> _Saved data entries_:
+ + + + +

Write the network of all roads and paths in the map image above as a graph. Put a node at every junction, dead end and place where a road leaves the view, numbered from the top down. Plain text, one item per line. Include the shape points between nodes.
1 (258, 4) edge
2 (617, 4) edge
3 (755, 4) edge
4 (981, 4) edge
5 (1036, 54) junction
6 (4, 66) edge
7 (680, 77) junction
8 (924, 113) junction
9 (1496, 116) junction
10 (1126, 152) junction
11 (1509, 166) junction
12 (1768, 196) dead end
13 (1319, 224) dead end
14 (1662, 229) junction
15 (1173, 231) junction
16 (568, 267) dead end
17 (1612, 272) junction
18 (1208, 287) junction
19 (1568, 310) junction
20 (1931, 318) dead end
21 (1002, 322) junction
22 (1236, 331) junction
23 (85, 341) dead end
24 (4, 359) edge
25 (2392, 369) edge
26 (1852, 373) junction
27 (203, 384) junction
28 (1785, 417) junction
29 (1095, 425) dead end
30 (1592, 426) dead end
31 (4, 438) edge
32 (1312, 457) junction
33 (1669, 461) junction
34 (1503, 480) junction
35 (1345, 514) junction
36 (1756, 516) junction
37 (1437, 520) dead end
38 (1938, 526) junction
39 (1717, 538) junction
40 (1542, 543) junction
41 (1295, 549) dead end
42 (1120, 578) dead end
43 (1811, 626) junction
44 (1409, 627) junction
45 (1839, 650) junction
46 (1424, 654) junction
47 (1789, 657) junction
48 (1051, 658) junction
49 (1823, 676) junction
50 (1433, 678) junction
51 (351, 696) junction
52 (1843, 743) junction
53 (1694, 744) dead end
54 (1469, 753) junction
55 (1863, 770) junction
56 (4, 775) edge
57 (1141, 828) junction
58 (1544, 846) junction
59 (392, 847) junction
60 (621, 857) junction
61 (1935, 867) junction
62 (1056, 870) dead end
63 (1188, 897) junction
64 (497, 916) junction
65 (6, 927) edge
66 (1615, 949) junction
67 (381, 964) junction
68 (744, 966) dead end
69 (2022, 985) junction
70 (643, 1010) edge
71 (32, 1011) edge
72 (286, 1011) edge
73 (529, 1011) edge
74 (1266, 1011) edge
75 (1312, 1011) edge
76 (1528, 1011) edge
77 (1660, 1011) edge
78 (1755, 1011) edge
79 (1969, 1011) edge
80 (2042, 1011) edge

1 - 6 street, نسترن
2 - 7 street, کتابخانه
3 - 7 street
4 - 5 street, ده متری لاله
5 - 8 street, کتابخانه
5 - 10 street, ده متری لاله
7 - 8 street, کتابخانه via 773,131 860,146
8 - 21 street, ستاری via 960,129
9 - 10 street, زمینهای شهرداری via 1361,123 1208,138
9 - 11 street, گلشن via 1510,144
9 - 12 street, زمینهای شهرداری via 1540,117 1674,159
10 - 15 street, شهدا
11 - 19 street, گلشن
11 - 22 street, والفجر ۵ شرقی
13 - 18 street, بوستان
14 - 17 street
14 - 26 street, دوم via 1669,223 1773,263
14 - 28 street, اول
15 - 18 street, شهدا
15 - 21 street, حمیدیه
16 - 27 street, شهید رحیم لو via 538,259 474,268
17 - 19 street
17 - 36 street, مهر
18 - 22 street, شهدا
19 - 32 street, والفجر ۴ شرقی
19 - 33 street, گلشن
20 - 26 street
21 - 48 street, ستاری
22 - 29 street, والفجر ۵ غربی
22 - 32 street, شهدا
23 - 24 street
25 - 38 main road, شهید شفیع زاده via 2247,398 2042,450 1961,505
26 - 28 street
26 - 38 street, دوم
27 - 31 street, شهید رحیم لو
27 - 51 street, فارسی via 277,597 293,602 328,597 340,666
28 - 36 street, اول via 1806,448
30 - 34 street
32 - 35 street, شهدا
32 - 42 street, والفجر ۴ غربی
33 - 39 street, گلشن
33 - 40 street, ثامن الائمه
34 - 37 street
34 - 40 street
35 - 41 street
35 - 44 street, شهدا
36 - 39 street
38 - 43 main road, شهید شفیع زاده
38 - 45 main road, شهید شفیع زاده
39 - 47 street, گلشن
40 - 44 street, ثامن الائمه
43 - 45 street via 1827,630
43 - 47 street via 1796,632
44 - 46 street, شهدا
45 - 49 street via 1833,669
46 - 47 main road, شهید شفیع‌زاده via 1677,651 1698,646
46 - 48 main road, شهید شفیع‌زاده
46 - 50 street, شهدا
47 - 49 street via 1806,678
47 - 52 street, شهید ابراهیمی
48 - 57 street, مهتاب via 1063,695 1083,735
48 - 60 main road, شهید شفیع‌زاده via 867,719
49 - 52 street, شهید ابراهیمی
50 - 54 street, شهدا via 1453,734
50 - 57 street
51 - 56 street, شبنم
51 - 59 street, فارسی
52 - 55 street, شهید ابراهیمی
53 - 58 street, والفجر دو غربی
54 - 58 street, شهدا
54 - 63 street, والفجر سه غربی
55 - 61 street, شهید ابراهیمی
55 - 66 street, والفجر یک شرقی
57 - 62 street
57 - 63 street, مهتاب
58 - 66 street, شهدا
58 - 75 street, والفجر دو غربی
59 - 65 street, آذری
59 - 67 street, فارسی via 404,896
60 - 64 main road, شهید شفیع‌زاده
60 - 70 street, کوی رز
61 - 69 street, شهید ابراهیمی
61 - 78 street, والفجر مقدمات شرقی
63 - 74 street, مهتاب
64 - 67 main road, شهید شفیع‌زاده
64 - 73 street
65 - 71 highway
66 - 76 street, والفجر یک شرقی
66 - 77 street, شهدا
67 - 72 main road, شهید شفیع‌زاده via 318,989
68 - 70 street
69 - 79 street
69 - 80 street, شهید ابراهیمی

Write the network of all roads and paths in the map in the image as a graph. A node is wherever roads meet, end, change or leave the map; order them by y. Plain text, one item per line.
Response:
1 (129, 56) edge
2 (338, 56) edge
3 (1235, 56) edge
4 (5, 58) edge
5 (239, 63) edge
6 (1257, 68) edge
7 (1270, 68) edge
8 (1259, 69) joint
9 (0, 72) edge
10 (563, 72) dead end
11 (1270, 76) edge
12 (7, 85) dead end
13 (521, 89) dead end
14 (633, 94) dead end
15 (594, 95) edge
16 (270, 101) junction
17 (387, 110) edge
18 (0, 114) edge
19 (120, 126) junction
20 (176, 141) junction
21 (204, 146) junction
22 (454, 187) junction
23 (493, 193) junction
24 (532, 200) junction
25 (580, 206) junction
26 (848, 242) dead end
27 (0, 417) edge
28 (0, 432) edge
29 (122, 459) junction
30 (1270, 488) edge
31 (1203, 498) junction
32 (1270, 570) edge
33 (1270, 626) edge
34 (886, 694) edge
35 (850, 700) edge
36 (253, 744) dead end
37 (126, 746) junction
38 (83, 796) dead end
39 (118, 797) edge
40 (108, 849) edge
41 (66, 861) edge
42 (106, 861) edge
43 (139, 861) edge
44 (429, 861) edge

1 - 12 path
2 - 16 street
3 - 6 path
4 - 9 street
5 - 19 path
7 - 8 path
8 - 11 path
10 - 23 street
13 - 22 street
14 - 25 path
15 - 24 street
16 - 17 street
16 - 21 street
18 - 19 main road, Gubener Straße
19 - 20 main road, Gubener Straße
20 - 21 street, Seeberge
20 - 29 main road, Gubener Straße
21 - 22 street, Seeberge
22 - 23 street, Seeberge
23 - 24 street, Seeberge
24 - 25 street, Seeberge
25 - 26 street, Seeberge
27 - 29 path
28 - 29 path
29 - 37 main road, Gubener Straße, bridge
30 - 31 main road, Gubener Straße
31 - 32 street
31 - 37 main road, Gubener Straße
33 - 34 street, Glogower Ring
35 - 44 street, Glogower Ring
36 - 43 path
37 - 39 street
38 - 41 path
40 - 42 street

+ + + + +

> _Problem statement_: Copy out every line from the data above in which the word "شهرداری" occurs.

> _Solution_:
9 - 10 street, زمینهای شهرداری via 1361,123 1208,138
9 - 12 street, زمینهای شهرداری via 1540,117 1674,159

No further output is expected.